Why GraphQL and not REST API? This project arose because of speed and rate limit issues with using the REST API for large volumes of commit data. But, the GraphQL is about 100 times faster, in cases such as getting a page of 100 commits rather than one commit from the REST API commit endpoint. See the Datasources doc's GraphQL benefits section for more details.
The aim of this project is to fetch stats about Github repos of interest and generate reports.
The GraphQL API is used to get this data at scale, which enables quick reporting on a even large Github organization or user account with many repos. This project's reports generally fetch data in a single request that otherwise take 100 or more requests to the REST API. Additionally, some of the report script in this project have pagination built in, to get data beyond the first page.
The response data is parsed and then printed on the screen or written to CSV reports.
Here is an outline of the report scripts available in this project, with links to them in usage document.
- Demos reports - A few simple scripts.
- Repo summary reports - Get metadata about reports or counts of commits.
- Commit reports - Get the git commit history across multiple repos and to see how your organization or team members contribute.
Another aim of this project is to explore how to run GraphQL queries with Python. This work here can be used as a reference for programmers new to this area. The understanding of querying Github can be applied to other GraphQL APIs.
No library specific to GraphQL or Github is used. Rather this project's scripts use Python requests to send a query string and optional query parameters to the GraphQL API.

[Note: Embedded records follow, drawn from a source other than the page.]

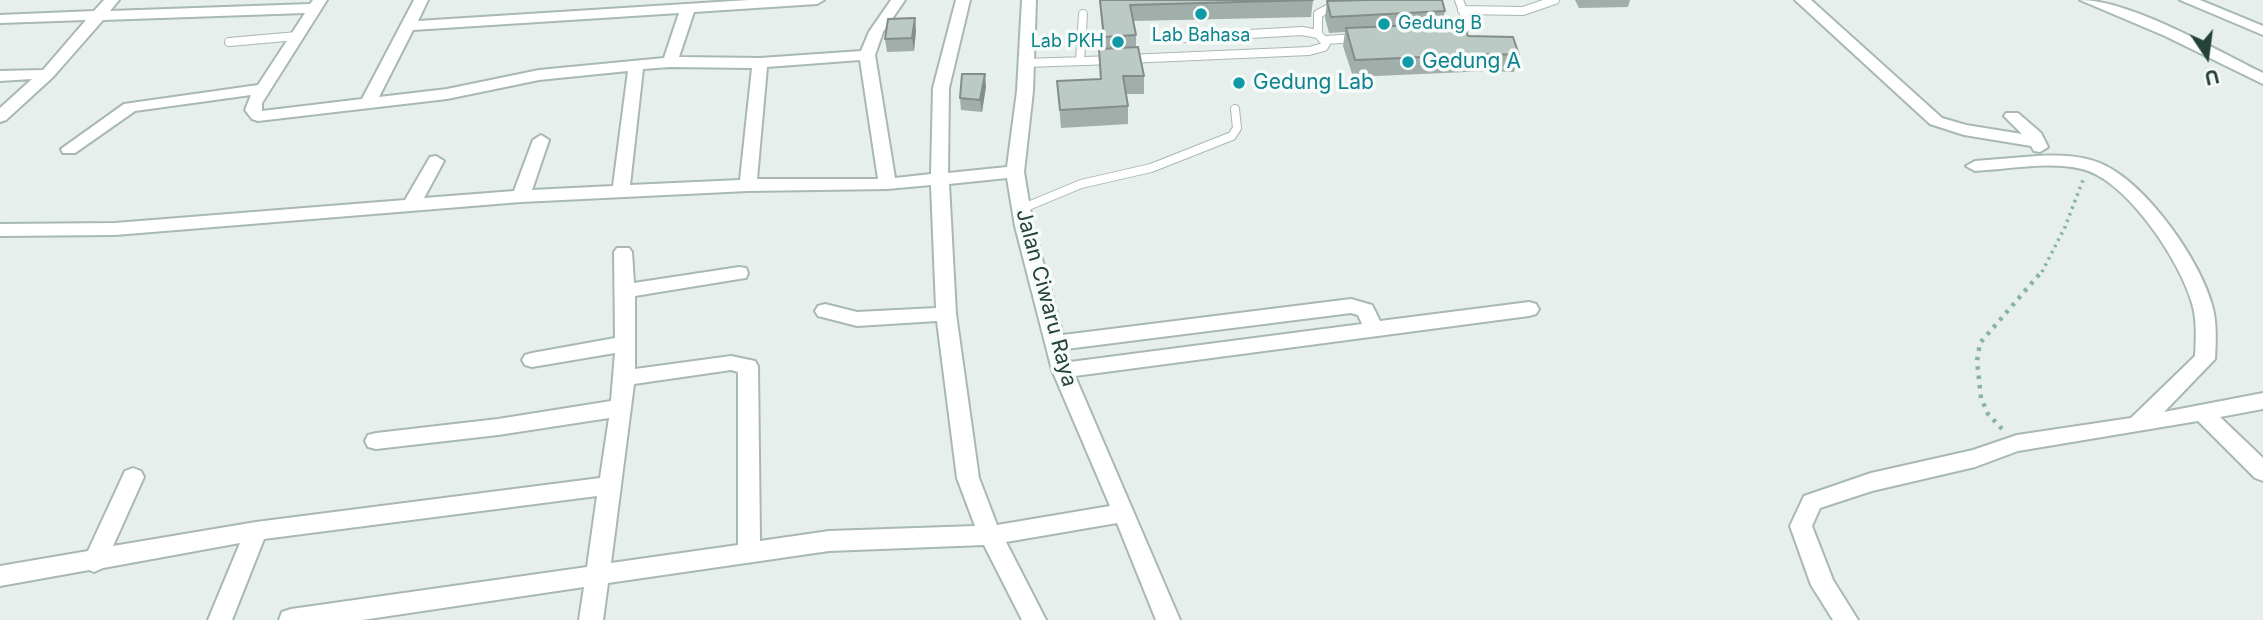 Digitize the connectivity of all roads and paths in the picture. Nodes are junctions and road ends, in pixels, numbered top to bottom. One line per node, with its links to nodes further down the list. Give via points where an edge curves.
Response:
1 (112, 0): 18 (street)
2 (422, 0): 20 (street)
3 (817, 0): 15 (street)
4 (898, 0): 28 (street)
5 (963, 0): 50 (street, via 941,88)
6 (1029, 0): 32 (street, Jalan Ciwaru Raya)
7 (1356, 0): 24 (lane, via 1318,14)
8 (1459, 0): 16 (lane)
9 (1555, 0): 16 (lane, via 1545,7 1520,11)
10 (1802, 0): 43 (street, via 1936,121)
11 (2087, 0): 36 (street, via 2170,33)
12 (2187, 0): 14 (street)
13 (317, 4): 18 (street); 23 (street)
14 (2214, 4): 21 (street)
15 (687, 10): 20 (street); 30 (street)
16 (1462, 10): 22 (lane, via 1468,25 1464,30)
17 (1083, 14): 29 (lane)
18 (100, 16): 19 (street); 34 (street)
19 (0, 19)
20 (409, 26): 38 (street)
21 (2263, 31)
22 (1441, 34)
23 (297, 36): 27 (lane); 37 (street)
24 (1321, 37): 25 (lane); 26 (lane, via 1302,31); 29 (lane, via 1324,47 1309,51)
25 (1364, 38)
26 (1163, 39)
27 (229, 42)
28 (867, 55): 31 (street); 51 (street)
29 (1080, 61): 32 (lane)
30 (670, 62): 31 (street); 33 (street)
31 (760, 63): 52 (street)
32 (1026, 63): 49 (street, Jalan Ciwaru Raya)
33 (636, 65): 38 (street, via 539,75 447,94); 53 (street)
34 (47, 74): 35 (street); 41 (street)
35 (0, 76)
36 (2263, 79)
37 (262, 89): 38 (street, via 253,110 258,116); 44 (street, via 131,107)
38 (368, 103)
39 (1235, 109): 56 (lane, via 1237,128 1231,136 1151,168 1081,184)
40 (2012, 116): 43 (street)
41 (0, 117)
42 (541, 140): 54 (street)
43 (2039, 142): 45 (street)
44 (69, 149)
45 (2046, 160): 47 (street); 48 (street)
46 (436, 161): 55 (street)
47 (1975, 166)
48 (2096, 168): 75 (street, via 2115,178 2143,207 2191,272 2203,305 2205,359); 77 (path, via 2084,179 2041,274 1980,342 1976,361 1981,398 1988,414)
49 (1015, 172): 50 (street); 56 (street, Jalan Ciwaru Raya)
50 (940, 181): 51 (street); 63 (street)
51 (887, 184): 52 (street)
52 (748, 185): 53 (street)
53 (621, 192): 54 (street)
54 (521, 196): 55 (street)
55 (411, 205): 57 (street, via 115,229)
56 (1021, 209): 66 (street, Jalan Ciwaru Raya)
57 (0, 230)
58 (623, 252): 60 (street)
59 (739, 273): 60 (street)
60 (625, 291): 67 (street)
61 (1529, 309): 64 (street)
62 (825, 311): 63 (street, via 857,318)
63 (946, 314): 83 (street, via 968,478)
64 (1374, 328): 65 (street, via 1365,310 1351,306); 69 (street)
65 (1113, 336): 66 (street); 69 (street)
66 (1054, 343): 70 (street, Jalan Ciwaru Raya)
67 (624, 344): 68 (street); 71 (street)
68 (532, 360)
69 (1119, 362): 70 (street)
70 (1062, 370): 81 (street, Jalan Ciwaru Raya)
71 (625, 378): 73 (street); 84 (street, via 731,363 748,366)
72 (2263, 401): 74 (street)
73 (620, 408): 76 (street); 80 (street)
74 (2202, 412): 75 (street); 78 (street)
75 (2137, 425): 77 (street)
76 (376, 441)
77 (2017, 443): 93 (street, via 1812,502 1801,526 1823,585)
78 (2263, 472)
79 (133, 477): 85 (street)
80 (609, 486): 82 (street); 86 (street)
81 (1123, 513): 83 (street); 92 (street, Jalan Ciwaru Raya)
82 (256, 531): 85 (street); 88 (street)
83 (992, 535): 84 (street, via 829,541); 91 (street)
84 (749, 553): 86 (street)
85 (94, 562): 87 (street)
86 (596, 573): 89 (street); 90 (street)
87 (0, 576)
88 (220, 620)
89 (291, 620)
90 (590, 620)
91 (1034, 620)
92 (1168, 620)
93 (1846, 620)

The project includes Python scripts and GraphQL queries of varying complexity. Some reports multiple pages of data. Some accept command-line arguments. One of them reads required report data from a config file.
You need the following to run this project:
- Github account
- Github API token with access to repos
- Internet connection
- Python 3.6+
See the following guides so you can use this project to generate some reports for yourself on users or repos you are interested in. Note that these only cover the case of a Unix-style environment.
- Installation - Setup project environment and configs.
- Usage - Run scripts to generate reports.
- Datasources - Info and links around APIs.